* **What to work on**:
Return all the lines below in which the string "image" appears.

* **Dataset excerpts**:
::::

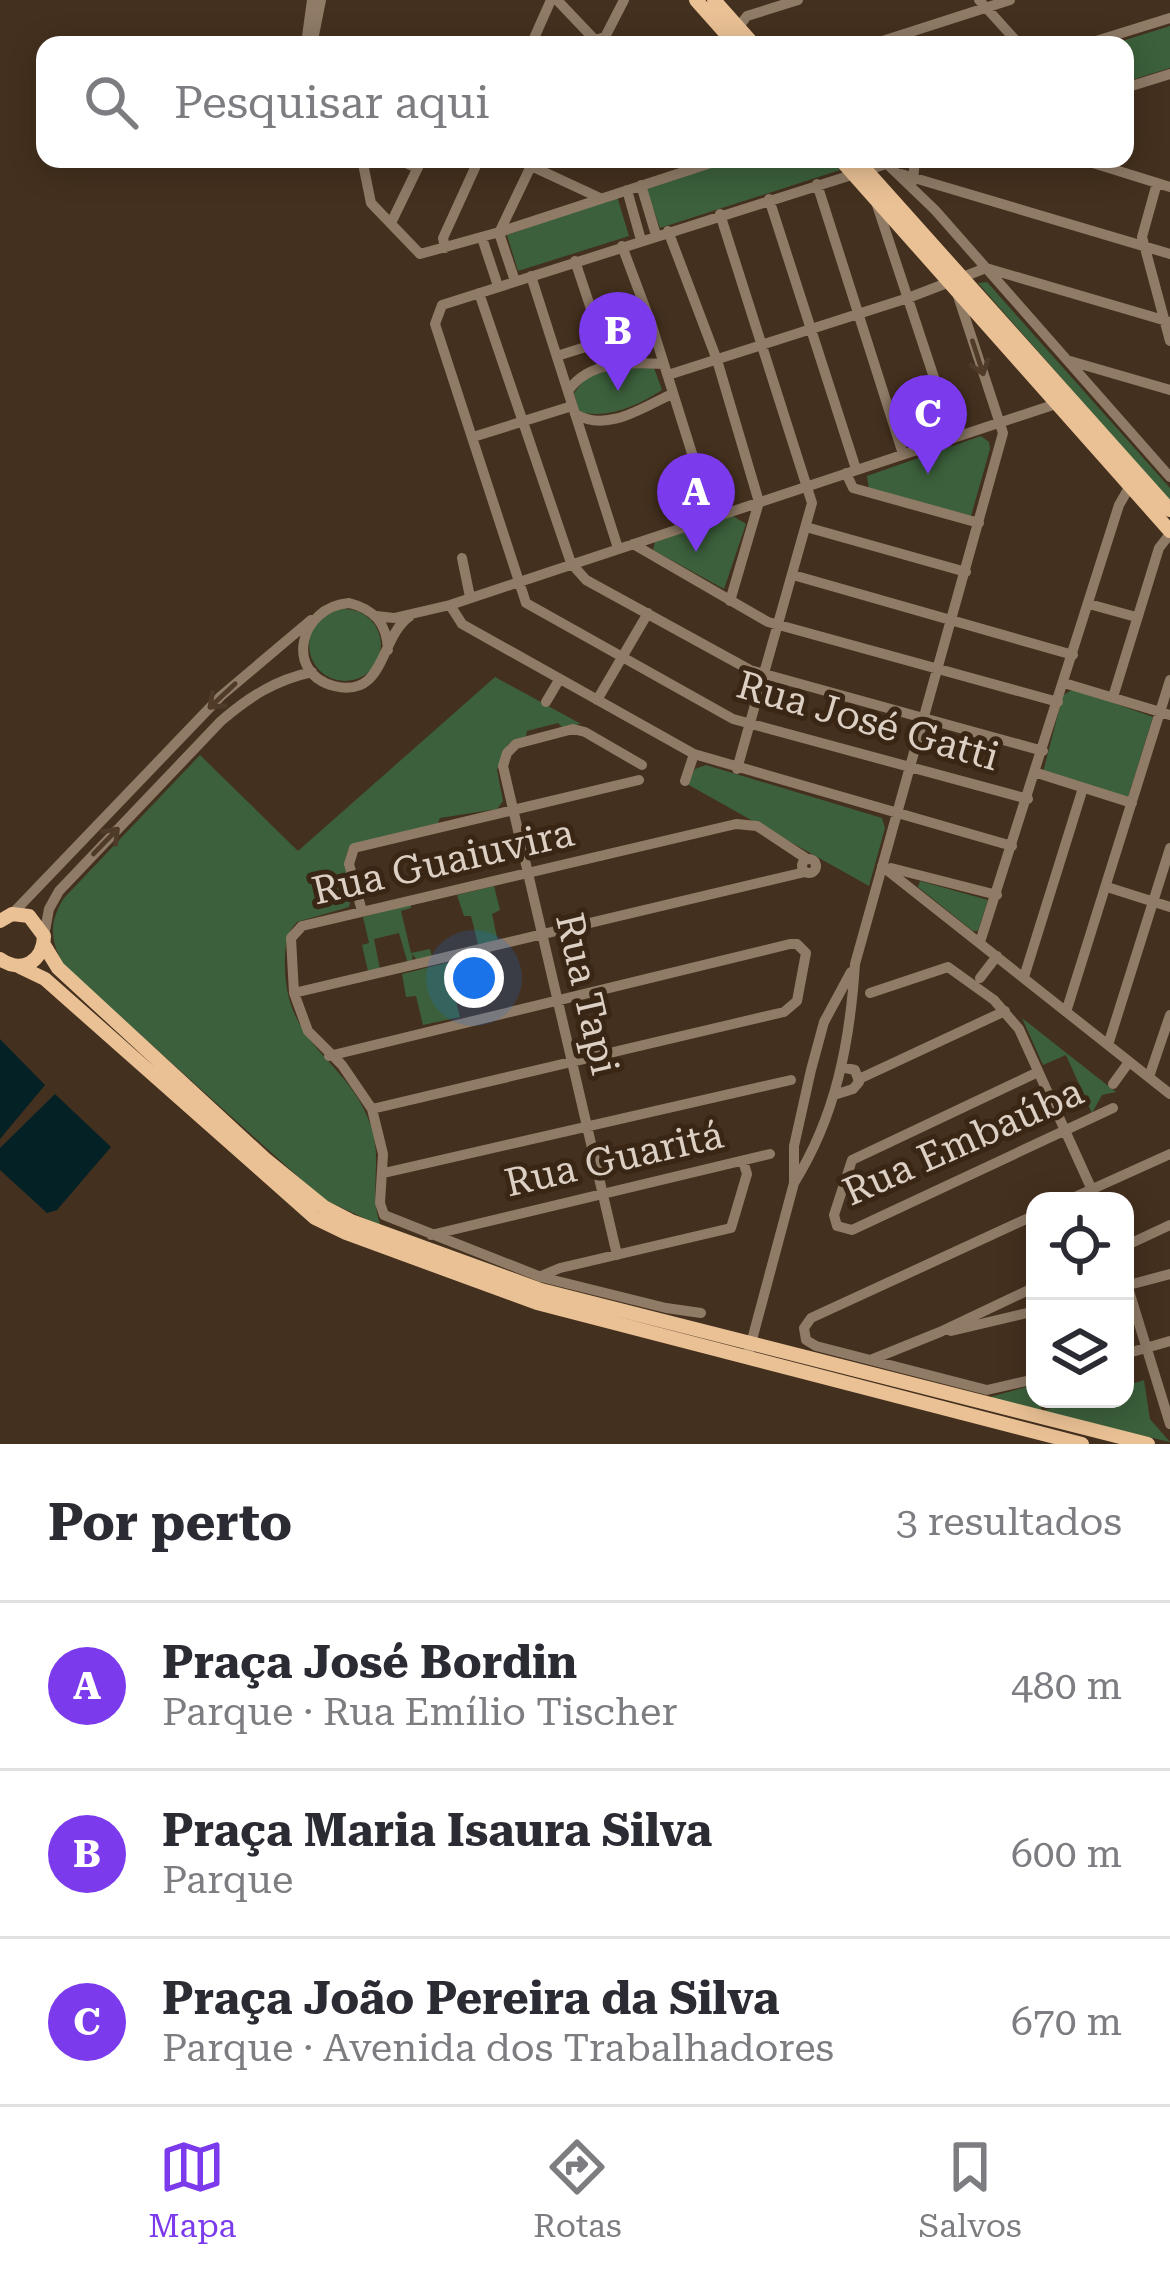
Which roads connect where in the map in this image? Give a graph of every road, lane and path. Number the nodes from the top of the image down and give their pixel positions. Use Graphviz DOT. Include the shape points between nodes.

::::

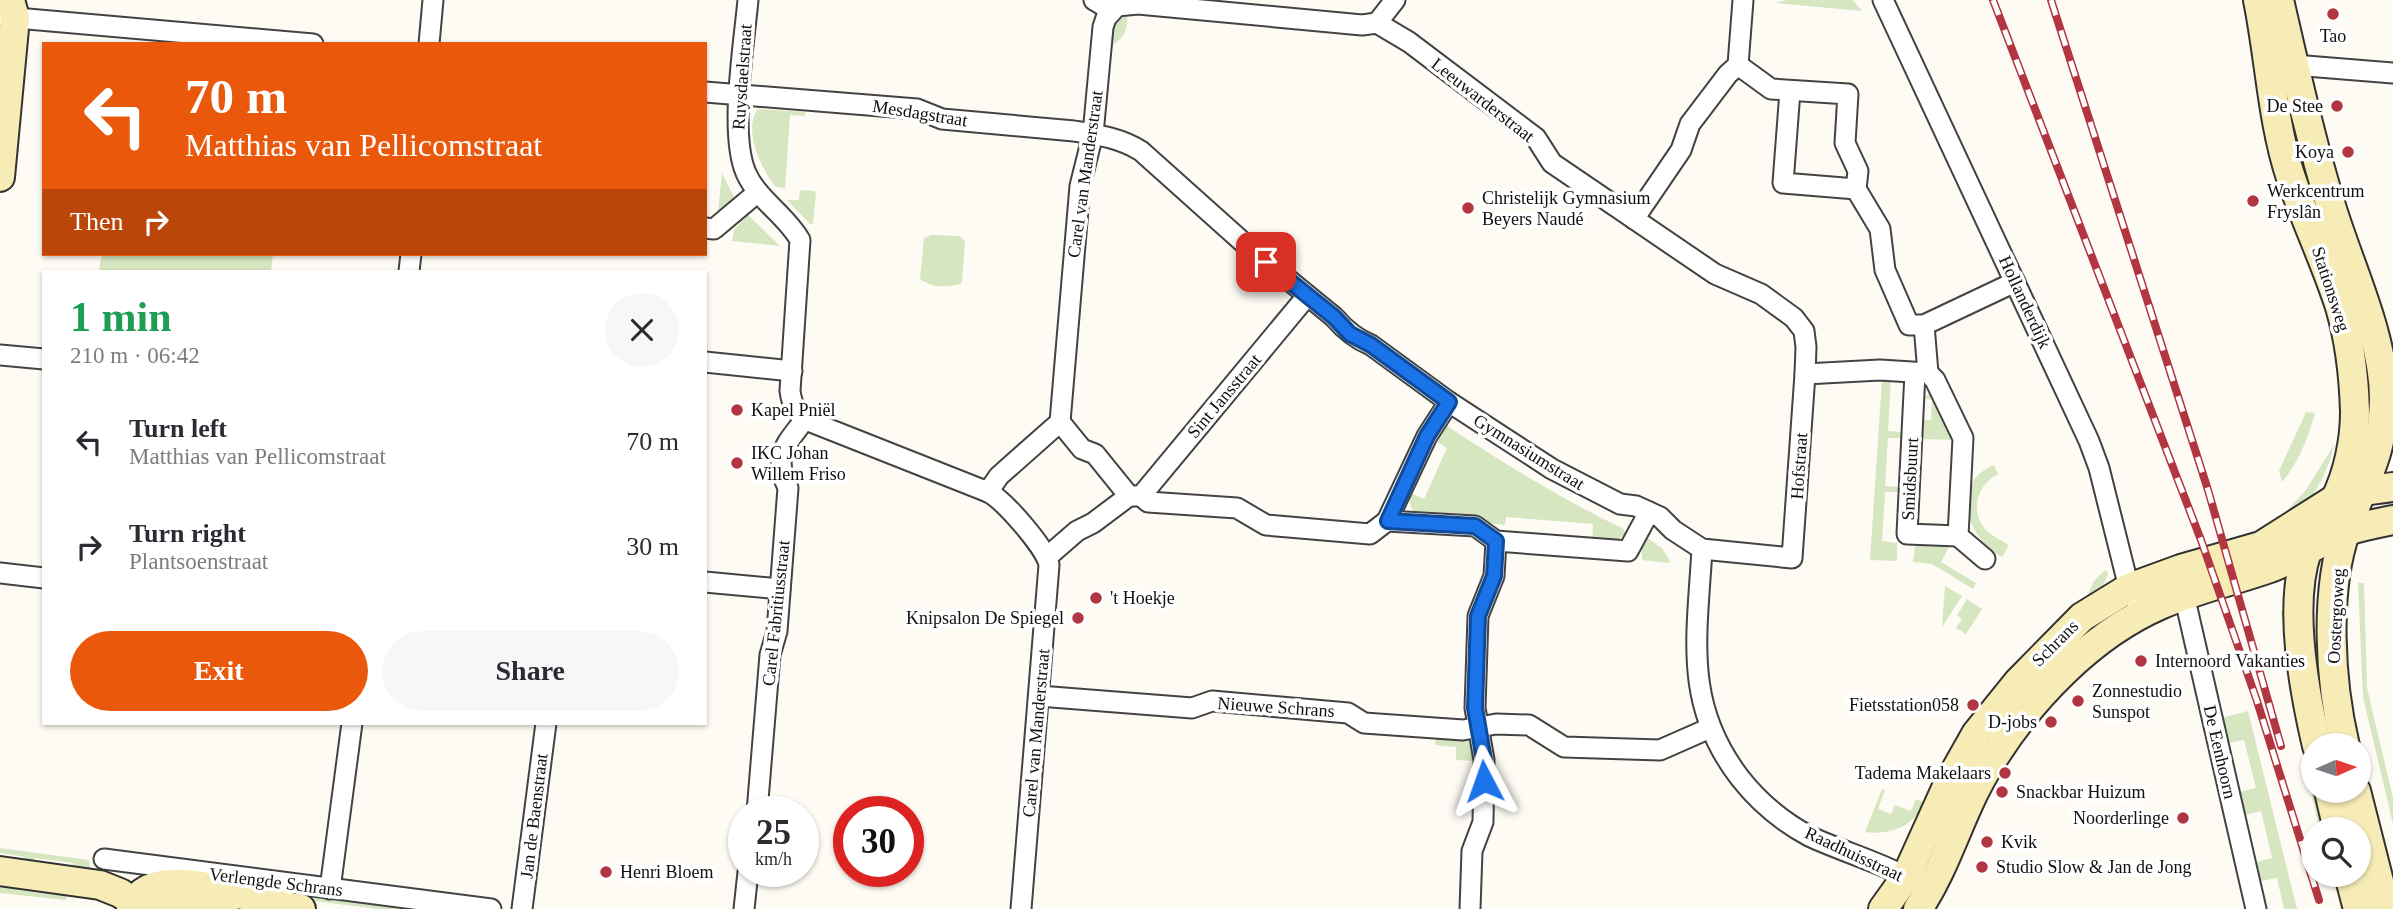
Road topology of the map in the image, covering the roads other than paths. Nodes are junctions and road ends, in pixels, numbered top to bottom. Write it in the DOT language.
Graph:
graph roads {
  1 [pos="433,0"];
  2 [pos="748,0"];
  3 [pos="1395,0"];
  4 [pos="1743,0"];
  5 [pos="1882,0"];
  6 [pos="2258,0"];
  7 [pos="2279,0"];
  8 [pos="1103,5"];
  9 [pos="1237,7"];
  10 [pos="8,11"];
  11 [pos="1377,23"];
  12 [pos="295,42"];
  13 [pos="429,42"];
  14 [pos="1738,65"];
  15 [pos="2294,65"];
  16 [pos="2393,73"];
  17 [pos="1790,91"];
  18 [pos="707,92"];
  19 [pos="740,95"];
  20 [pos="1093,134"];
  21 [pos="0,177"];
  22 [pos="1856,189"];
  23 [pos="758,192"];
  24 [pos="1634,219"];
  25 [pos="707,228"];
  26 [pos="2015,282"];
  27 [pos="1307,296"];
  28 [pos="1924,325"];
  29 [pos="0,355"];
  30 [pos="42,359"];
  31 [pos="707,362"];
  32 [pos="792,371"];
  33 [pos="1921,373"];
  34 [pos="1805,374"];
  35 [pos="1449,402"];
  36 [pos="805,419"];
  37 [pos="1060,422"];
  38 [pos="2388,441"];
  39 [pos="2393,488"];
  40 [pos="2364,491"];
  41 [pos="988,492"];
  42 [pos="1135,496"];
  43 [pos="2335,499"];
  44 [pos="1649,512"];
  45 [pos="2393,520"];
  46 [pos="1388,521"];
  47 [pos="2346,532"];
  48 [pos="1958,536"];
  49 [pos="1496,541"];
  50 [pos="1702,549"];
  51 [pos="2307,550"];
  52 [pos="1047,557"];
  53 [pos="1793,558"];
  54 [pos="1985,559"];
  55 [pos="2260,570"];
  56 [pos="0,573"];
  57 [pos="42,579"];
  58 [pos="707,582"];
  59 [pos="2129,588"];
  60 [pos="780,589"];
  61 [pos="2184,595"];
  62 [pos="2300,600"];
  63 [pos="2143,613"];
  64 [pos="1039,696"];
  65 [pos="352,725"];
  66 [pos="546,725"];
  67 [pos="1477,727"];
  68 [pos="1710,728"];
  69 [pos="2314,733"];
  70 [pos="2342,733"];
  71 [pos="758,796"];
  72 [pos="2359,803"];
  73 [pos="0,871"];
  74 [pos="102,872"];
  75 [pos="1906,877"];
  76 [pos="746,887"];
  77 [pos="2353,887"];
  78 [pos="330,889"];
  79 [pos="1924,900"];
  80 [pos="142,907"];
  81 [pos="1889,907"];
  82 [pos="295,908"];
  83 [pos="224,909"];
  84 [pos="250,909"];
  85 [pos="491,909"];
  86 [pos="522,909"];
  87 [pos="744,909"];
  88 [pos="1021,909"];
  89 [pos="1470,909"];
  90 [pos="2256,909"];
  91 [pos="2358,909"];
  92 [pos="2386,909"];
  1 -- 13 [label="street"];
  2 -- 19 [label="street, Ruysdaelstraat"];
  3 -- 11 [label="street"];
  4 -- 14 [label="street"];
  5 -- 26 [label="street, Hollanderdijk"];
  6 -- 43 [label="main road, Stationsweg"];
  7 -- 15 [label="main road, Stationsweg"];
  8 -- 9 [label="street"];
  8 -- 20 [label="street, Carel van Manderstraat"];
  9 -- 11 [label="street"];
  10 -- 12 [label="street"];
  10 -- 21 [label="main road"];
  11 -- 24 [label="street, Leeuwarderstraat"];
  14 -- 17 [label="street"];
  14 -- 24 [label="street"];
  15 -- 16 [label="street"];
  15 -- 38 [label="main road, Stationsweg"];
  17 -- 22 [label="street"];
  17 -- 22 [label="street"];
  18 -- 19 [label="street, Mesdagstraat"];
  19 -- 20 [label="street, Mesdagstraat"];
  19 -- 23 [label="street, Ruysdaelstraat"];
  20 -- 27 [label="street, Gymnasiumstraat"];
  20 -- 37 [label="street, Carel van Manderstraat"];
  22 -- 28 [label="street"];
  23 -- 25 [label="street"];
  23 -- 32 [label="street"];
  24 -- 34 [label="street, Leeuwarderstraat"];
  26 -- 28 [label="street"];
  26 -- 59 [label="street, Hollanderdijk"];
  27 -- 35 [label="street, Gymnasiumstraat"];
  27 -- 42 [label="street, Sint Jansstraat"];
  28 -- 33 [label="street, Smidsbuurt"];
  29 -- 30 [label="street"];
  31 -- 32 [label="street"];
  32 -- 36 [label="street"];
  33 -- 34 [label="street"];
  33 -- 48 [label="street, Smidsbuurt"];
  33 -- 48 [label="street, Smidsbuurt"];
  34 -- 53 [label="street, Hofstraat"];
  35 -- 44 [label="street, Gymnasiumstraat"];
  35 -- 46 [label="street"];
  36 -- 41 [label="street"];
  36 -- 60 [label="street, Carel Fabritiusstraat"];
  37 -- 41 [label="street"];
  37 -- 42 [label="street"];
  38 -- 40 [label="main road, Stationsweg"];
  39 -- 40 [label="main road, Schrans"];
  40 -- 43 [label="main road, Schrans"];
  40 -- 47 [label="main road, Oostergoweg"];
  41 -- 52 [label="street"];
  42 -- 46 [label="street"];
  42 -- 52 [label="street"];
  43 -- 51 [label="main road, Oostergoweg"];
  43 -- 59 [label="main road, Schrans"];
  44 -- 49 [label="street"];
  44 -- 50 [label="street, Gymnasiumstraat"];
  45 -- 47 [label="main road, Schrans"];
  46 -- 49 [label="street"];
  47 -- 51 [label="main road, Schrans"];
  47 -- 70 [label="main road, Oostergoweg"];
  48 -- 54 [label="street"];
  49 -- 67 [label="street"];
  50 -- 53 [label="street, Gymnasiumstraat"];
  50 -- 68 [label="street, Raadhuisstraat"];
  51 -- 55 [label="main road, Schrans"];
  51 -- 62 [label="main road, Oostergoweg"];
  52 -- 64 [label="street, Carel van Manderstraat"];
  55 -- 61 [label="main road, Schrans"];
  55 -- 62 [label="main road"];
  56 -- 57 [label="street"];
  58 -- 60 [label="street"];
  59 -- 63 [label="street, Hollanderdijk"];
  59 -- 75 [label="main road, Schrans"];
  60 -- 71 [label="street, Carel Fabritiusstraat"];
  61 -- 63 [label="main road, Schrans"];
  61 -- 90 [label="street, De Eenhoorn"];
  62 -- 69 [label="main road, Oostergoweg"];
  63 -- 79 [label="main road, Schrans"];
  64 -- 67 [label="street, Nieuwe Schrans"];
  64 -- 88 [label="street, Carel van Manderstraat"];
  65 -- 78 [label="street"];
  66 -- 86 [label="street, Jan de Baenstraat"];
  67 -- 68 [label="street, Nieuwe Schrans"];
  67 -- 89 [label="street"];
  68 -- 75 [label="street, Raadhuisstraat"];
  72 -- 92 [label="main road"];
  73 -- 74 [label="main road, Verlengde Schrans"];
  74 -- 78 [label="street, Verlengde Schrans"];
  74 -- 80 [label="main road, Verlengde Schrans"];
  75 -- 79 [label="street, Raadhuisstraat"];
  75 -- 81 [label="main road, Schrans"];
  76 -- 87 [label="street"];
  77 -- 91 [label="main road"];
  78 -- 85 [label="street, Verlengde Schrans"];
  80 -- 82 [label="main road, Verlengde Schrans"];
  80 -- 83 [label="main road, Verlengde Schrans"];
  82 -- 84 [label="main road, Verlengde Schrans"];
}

::::

* **Written answer**:
Which roads connect where in the map in this image? Give a graph of every road, lane and path. Number the nodes from the top of the image down and give their pixel positions. Use Graphviz DOT. Include the shape points between nodes.
Road topology of the map in the image, covering the roads other than paths. Nodes are junctions and road ends, in pixels, numbered top to bottom. Write it in the DOT language.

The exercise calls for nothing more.